Comparison of different model forecasts

In the presence of small objects in the distance of the image and in the absence of contrast (second row of the Fig. 8), Swan detects smaller obstacles more accurately than the other networks, and the other three networks showe missed detections, while Swan accurately detectes all the objects in the figure, And it has the most TP detections and achieves the best recall, followed by RefineNet, then BiSeNet and U-Net.

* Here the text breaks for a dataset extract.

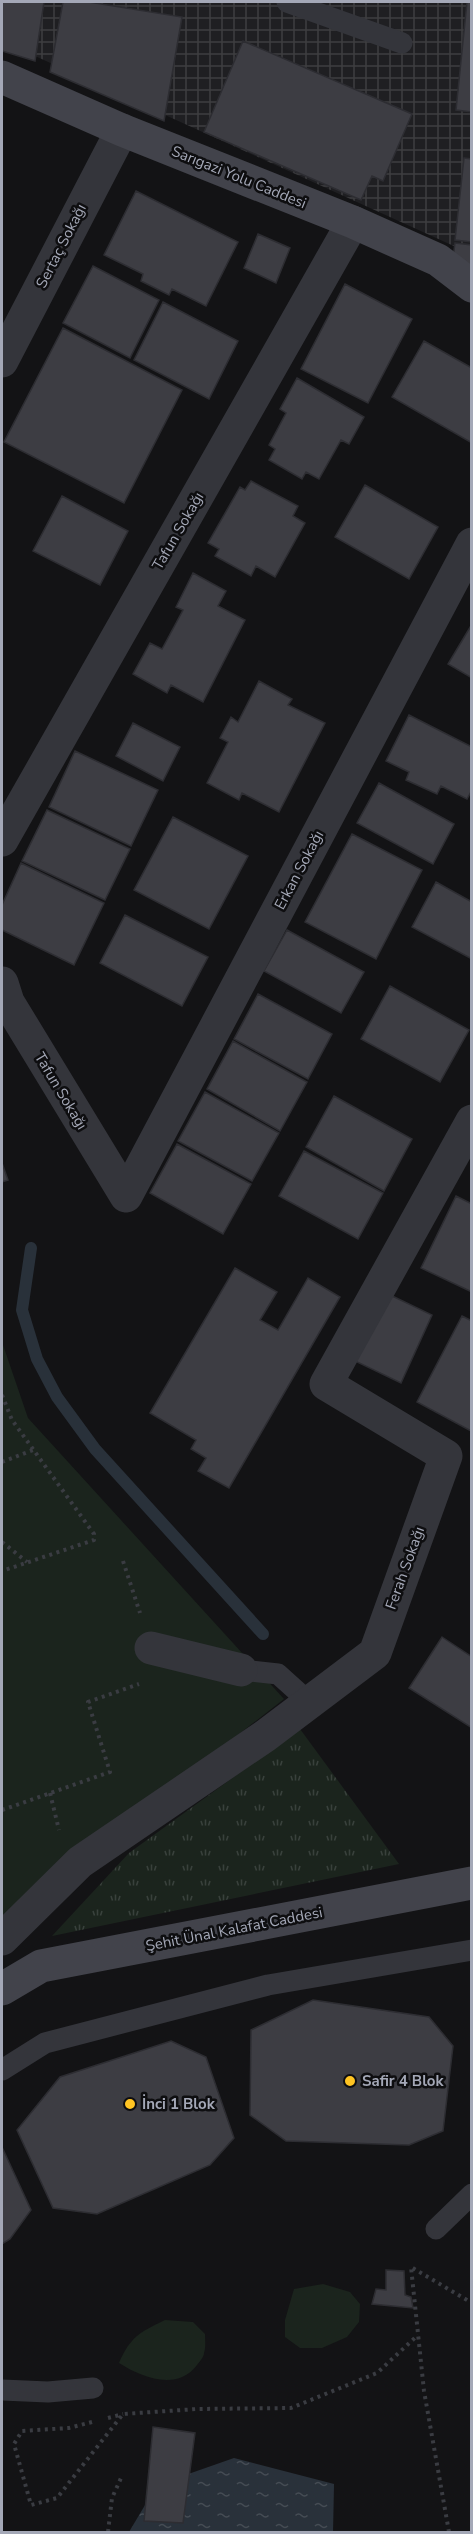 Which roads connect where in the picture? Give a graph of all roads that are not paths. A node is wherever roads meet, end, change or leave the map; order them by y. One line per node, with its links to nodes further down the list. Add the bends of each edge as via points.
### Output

When evaluating the value of a model for engineering applications, the metric for detecting obstacles is usually an important part. A high Precision means that the model can detect the obstacles more accurately, while a high Recall means that the model is better able to detect more obstacles. In practice, in order to achieve uninterrupted autonomous navigation, it is necessary to maintain both a certain recall to ensure that all obstacles can be found as fully as possible and that the platform does not collide.

It is also necessary to maintain a certain level of accuracy to prevent the model from misreporting too many obstacles and affecting the normal operation and obstacle avoidance of the platform, so there is also a trade-off between the number of FP and TP detections, which is measured by the F1 score. The best performing methods based on F1 are Swan, RefineNet, BiSeNet and U-Net. The quality of segmentation masks can be further understood based on the accuracy of obstacle detection overlap thresholds, recall and F1 score plots. The plots of the four best performing networks are shown in Fig. 9.

Fig. 9.
figure 9

Plot of model metrics and obstacle overlap threshold

The Swan network proposed in this paper has the highest accuracy and recall scores at medium overlap threshold, followed by RefineNet, which means that Swan detects more obstacles with fewer FPs. Further analysis shows that most of the TP detected by Swan but not detected by other networks are small objects with area less than 900 pixels, proving that Swan is more advantageous for detecting small targets.

However, RefineNet performs better when the overlap threshold is relatively high (above 70%), predicating that the localization of RefineNet is more accurate than that of Swan. However, RefineNet can show poor detection of isolated obstacles and miss some small obstacles, leading to relatively low TP rate, that is dangerous in real autonomous navigation. As the threshold rises above 65%, the curves of all models drop faster, indicating that these models still have shortcomings in localization. Thus accurate obstacle segmentation is very challenging for all models, and the models still have room for improvement upwards.

4 Conclusion

In this paper, we propose a semantic segmentation neural network, Swan-Net, which fuses the pose information to extract the environmental semantic information from the image, and classifies the pixels in the image into three categories: water, sky, and environment, that can be used to provide passable area information for surface ships and vessels. In this paper, we first integrate the positional information into a semantic segmentation neural network as an a priori water boundary approach, encode the platform positional information obtained from the inertial measurement unit (IMU) into a feature channel, and apply it to the decoder to fuse with the image features. The decoder design makes full use of multi-scale feature fusion, channel attention, and spatial attention mechanisms, and the effectiveness of the model design is demonstrated by ablation experiments and comparison experiments. Its advantages in the field of water surface environment perception are illustrated through the comparison with the existing excellent networks in the field of semantic segmentation. The next step needs to improve the segmentation performance of the network on the inland river scenario, so more data collection and application of new model optimization methods needs to be considered to enhance the model performance in this scenario.